Jump to Step 6: Validate Recoverability first. Knowing whether you have a usable backup is more important than understanding why the last job failed.
In this runbook
  1. Read the RMAN error correctly
  2. Common errors and their fixes
  3. Channel and device errors
  4. Catalog and crosscheck issues
  5. Space-related failures
  6. Validate recoverability
  7. Prevention and monitoring

1. Read the RMAN Error Correctly

RMAN error messages are hierarchical. The root cause is almost always the last error in the stack, not the first. When you see a wall of ORA- errors, scroll to the bottom of the RMAN output.

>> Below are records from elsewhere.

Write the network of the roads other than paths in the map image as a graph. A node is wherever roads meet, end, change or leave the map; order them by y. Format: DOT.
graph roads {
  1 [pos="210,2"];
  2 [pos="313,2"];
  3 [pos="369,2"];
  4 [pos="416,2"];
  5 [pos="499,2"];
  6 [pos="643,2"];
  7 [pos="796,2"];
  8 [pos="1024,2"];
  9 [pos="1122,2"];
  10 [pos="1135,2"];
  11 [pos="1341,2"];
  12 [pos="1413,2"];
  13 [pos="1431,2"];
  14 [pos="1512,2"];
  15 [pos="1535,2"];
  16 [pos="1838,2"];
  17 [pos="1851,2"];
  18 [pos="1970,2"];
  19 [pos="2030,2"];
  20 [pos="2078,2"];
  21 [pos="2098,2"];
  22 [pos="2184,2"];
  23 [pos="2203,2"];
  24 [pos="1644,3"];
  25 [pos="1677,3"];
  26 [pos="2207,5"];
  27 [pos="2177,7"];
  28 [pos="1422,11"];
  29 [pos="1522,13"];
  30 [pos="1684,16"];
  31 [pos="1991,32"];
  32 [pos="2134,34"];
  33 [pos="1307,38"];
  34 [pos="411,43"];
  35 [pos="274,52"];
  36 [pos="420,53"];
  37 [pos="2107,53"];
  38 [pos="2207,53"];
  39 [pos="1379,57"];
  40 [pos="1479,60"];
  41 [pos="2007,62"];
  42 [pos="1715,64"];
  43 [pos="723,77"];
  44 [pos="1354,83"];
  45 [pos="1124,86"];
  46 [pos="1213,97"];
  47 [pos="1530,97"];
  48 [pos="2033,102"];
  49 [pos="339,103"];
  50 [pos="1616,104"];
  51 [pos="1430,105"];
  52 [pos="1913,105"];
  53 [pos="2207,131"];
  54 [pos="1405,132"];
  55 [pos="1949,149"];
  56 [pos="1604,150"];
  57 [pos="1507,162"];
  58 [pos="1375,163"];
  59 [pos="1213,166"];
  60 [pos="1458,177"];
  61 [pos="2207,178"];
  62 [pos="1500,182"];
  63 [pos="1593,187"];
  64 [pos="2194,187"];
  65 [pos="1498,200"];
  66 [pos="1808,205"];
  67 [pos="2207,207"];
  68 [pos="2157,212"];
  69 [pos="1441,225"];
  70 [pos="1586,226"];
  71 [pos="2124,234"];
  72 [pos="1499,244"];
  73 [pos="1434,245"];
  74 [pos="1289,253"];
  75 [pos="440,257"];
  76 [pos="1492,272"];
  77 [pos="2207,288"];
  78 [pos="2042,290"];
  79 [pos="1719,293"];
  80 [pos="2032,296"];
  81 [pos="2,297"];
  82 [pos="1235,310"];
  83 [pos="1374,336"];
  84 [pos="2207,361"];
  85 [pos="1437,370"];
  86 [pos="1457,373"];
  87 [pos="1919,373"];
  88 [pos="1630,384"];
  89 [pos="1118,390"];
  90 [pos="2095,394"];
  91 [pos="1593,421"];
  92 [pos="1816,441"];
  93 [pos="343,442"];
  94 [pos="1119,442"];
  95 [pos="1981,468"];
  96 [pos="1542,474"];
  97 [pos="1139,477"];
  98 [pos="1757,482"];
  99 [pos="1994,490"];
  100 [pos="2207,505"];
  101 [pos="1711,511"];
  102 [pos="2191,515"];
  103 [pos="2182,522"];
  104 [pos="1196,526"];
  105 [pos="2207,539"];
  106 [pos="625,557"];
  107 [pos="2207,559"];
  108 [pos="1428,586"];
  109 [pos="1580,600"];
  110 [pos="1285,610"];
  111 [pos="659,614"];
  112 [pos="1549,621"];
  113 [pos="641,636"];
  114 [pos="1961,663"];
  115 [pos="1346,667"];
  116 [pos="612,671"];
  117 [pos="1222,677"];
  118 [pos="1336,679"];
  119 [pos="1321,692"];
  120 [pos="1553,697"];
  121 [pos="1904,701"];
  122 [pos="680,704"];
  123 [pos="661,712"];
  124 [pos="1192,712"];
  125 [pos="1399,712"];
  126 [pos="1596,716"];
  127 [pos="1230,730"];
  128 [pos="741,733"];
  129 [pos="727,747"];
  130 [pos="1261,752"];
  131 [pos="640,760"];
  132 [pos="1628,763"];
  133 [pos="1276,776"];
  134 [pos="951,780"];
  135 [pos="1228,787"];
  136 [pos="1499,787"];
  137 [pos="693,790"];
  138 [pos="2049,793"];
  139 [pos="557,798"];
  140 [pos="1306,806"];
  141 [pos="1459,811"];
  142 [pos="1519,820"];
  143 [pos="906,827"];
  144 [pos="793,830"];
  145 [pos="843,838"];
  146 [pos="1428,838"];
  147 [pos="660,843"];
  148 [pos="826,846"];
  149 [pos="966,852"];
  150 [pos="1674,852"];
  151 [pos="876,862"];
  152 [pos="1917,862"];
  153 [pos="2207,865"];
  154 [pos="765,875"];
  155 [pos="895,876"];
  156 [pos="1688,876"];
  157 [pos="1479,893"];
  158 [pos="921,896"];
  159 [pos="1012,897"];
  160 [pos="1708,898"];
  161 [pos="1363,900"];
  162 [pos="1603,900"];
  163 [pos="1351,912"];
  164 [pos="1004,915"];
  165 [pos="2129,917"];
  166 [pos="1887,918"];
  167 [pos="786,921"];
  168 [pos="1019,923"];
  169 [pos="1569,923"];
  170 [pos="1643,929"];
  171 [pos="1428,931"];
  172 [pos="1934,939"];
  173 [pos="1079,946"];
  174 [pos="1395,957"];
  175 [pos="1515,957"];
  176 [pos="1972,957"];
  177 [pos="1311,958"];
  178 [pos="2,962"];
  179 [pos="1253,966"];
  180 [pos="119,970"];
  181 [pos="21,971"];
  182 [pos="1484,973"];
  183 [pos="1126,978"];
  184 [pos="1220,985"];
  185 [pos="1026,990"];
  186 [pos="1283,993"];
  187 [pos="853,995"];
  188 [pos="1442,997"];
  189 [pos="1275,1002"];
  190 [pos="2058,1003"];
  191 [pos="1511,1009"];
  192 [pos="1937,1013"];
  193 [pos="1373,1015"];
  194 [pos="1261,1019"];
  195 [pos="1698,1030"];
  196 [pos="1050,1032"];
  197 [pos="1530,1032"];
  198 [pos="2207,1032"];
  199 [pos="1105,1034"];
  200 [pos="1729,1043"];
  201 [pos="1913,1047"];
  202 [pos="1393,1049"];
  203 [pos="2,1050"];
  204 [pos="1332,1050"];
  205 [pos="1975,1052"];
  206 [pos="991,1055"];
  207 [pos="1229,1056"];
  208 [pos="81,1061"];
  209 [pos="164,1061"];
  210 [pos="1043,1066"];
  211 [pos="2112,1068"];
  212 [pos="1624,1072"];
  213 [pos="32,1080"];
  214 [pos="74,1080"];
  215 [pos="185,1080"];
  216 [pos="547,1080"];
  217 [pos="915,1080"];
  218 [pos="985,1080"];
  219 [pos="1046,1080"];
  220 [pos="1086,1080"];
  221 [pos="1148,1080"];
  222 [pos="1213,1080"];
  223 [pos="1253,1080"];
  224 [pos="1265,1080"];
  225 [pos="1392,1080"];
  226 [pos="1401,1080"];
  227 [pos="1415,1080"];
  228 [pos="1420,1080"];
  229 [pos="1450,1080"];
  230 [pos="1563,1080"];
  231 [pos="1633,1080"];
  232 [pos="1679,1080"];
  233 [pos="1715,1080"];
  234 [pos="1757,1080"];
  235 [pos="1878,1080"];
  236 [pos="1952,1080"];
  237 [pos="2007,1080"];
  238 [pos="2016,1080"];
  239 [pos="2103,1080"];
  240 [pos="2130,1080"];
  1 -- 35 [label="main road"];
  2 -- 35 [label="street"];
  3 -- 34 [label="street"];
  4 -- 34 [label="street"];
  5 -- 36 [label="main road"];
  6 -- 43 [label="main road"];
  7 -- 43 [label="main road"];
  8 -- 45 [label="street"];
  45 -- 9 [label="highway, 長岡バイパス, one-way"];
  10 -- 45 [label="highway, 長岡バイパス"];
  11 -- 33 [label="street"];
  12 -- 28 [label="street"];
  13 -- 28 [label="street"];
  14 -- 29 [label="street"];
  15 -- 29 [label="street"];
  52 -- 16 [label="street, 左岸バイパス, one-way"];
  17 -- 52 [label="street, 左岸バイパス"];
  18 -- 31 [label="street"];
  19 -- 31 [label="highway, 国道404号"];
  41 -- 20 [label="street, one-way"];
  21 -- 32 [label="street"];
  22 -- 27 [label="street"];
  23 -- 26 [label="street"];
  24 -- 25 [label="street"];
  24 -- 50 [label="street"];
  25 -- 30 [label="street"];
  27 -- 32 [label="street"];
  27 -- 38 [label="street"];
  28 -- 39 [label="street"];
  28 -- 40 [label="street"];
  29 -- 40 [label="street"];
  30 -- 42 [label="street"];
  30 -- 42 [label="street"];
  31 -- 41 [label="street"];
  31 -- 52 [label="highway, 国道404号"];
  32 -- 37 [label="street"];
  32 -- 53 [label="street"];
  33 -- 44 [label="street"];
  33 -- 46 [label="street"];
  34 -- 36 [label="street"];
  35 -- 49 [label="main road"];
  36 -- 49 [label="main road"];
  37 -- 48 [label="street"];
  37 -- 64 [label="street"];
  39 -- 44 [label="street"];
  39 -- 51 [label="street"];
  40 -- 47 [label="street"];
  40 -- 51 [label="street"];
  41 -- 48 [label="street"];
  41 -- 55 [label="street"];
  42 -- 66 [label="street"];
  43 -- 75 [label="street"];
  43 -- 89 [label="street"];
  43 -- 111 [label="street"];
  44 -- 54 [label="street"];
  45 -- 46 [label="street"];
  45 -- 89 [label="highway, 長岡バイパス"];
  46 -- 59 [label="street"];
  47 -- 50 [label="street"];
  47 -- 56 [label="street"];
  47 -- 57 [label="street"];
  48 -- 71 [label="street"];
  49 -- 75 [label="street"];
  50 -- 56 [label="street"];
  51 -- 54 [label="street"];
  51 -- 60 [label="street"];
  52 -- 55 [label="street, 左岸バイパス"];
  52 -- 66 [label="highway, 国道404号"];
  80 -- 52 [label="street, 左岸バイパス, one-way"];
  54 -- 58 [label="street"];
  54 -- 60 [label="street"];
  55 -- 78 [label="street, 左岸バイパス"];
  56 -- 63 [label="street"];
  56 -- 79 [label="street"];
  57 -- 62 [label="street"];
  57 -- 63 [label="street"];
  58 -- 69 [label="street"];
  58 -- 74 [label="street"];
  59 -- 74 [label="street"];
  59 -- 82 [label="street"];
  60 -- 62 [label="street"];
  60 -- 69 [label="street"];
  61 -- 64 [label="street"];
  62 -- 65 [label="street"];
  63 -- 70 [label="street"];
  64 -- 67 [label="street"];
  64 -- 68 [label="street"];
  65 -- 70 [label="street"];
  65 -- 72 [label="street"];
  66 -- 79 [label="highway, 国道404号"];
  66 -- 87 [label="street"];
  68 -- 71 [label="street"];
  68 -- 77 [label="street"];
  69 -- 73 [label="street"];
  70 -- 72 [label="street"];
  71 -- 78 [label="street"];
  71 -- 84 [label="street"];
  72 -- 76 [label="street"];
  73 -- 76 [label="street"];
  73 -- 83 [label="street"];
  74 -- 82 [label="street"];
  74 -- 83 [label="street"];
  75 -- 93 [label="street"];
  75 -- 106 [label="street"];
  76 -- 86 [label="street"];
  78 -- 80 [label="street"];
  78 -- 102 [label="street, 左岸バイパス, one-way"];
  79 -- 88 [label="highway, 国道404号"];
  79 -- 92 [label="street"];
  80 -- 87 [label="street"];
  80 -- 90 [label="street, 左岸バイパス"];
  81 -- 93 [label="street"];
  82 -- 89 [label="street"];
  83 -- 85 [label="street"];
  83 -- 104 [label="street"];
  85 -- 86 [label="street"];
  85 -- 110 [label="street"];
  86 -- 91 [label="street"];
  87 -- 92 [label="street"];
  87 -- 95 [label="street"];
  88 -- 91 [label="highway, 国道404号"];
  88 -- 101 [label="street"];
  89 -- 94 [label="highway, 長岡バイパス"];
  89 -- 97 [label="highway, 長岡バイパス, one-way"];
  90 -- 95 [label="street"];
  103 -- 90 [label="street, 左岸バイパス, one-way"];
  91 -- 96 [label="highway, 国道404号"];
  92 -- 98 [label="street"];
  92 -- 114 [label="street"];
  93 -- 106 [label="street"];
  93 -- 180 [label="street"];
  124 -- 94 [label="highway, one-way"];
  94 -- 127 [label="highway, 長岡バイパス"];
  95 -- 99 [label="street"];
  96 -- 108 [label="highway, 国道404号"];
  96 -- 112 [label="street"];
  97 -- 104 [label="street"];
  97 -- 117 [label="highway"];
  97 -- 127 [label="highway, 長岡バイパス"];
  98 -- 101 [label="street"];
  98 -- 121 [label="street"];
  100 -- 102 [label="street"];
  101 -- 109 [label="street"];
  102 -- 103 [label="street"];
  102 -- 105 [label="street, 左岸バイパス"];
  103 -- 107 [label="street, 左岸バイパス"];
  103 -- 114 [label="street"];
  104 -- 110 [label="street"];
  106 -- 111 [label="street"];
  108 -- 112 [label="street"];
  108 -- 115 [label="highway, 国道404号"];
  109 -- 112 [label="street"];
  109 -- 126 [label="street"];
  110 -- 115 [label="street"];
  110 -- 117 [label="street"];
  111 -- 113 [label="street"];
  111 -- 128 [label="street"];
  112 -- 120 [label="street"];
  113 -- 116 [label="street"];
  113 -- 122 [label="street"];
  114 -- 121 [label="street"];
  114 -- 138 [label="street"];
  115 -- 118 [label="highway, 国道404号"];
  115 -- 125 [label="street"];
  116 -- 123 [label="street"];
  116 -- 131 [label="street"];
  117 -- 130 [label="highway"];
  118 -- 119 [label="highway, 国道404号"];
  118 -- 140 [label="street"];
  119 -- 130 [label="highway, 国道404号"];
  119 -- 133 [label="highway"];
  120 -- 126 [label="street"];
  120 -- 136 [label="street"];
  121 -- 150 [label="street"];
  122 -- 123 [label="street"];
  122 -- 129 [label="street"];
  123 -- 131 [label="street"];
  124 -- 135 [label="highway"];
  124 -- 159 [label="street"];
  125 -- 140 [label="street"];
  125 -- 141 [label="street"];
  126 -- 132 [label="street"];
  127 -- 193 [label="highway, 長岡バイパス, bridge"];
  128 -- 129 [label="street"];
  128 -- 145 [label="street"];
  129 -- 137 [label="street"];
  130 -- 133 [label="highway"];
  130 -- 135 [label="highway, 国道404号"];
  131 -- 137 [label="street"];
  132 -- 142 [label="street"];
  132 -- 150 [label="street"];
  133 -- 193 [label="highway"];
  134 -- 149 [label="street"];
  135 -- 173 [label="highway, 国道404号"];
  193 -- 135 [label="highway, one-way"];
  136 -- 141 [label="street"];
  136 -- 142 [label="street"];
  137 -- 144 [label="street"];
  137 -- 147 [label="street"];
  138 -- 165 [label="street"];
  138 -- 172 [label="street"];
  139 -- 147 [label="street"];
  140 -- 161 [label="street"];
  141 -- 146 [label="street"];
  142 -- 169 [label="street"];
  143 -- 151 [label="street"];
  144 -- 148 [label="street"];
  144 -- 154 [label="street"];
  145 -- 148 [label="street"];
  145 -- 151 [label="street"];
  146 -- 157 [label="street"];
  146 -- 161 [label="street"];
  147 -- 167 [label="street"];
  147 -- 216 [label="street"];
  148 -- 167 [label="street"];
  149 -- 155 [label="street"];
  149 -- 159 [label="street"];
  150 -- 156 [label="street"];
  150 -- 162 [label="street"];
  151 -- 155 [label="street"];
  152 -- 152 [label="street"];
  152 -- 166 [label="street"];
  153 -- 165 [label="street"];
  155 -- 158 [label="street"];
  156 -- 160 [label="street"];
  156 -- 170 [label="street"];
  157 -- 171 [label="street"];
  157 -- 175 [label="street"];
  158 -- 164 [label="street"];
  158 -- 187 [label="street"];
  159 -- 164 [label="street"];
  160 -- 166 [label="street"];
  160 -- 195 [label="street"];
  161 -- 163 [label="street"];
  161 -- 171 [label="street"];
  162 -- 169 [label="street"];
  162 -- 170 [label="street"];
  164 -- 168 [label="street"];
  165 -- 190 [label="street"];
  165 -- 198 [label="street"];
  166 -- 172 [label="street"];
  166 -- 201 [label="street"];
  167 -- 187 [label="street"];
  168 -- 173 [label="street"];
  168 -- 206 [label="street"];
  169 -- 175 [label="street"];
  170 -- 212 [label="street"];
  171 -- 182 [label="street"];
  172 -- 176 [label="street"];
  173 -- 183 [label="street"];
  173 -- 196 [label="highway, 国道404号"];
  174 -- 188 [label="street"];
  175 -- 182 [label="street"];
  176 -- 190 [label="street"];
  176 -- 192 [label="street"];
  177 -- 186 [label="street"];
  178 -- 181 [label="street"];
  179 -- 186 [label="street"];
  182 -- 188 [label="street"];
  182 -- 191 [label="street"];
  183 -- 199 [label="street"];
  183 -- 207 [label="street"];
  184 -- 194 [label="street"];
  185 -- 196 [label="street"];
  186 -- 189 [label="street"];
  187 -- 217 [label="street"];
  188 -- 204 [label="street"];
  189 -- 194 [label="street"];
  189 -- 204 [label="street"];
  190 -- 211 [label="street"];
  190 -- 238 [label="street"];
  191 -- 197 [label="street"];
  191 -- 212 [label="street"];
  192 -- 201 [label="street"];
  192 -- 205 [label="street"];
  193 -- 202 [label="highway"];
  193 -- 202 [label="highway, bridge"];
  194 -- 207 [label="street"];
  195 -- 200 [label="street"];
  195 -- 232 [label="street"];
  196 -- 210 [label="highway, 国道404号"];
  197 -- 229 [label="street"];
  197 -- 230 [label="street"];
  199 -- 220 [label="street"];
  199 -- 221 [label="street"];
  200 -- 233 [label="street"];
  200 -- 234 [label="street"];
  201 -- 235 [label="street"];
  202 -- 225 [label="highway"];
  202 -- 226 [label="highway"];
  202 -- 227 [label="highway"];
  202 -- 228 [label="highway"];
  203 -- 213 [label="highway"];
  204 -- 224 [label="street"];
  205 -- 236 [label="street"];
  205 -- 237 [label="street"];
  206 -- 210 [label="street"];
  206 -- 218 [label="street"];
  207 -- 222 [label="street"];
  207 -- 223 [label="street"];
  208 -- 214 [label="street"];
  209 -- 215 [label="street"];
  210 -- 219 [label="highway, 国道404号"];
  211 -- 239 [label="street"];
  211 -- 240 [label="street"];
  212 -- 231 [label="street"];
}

-- Find the last RMAN job status and error
SELECT
  j.session_key,
  j.start_time,
  j.end_time,
  j.status,
  j.input_bytes_display,
  j.output_bytes_display,
  j.output_device_type
FROM v$rman_backup_job_details j
ORDER BY j.start_time DESC
FETCH FIRST 5 ROWS ONLY;

-- Check RMAN output log (find from v$rman_output)
SELECT output
FROM v$rman_output
WHERE session_key = (
  SELECT MAX(session_key) FROM v$rman_backup_job_details
  WHERE status = 'FAILED'
)
ORDER BY recid;

2. Common Errors and Their Fixes

ORA-19809 / ORA-19804: FRA full

The Fast Recovery Area is full. See the Archive Log Destination Full runbook for the full fix.

-- Quick check: FRA usage
SELECT ROUND(space_used/space_limit*100,1) AS pct_full
FROM v$recovery_file_dest;

-- Quick fix: delete backed-up archive logs
-- RMAN> DELETE NOPROMPT ARCHIVELOG ALL BACKED UP 1 TIMES TO DISK;

ORA-19566: exceeded limit of corrupt blocks

-- RMAN hit more corrupt blocks than MAXCORRUPT allows
-- Default MAXCORRUPT = 0 (zero tolerance)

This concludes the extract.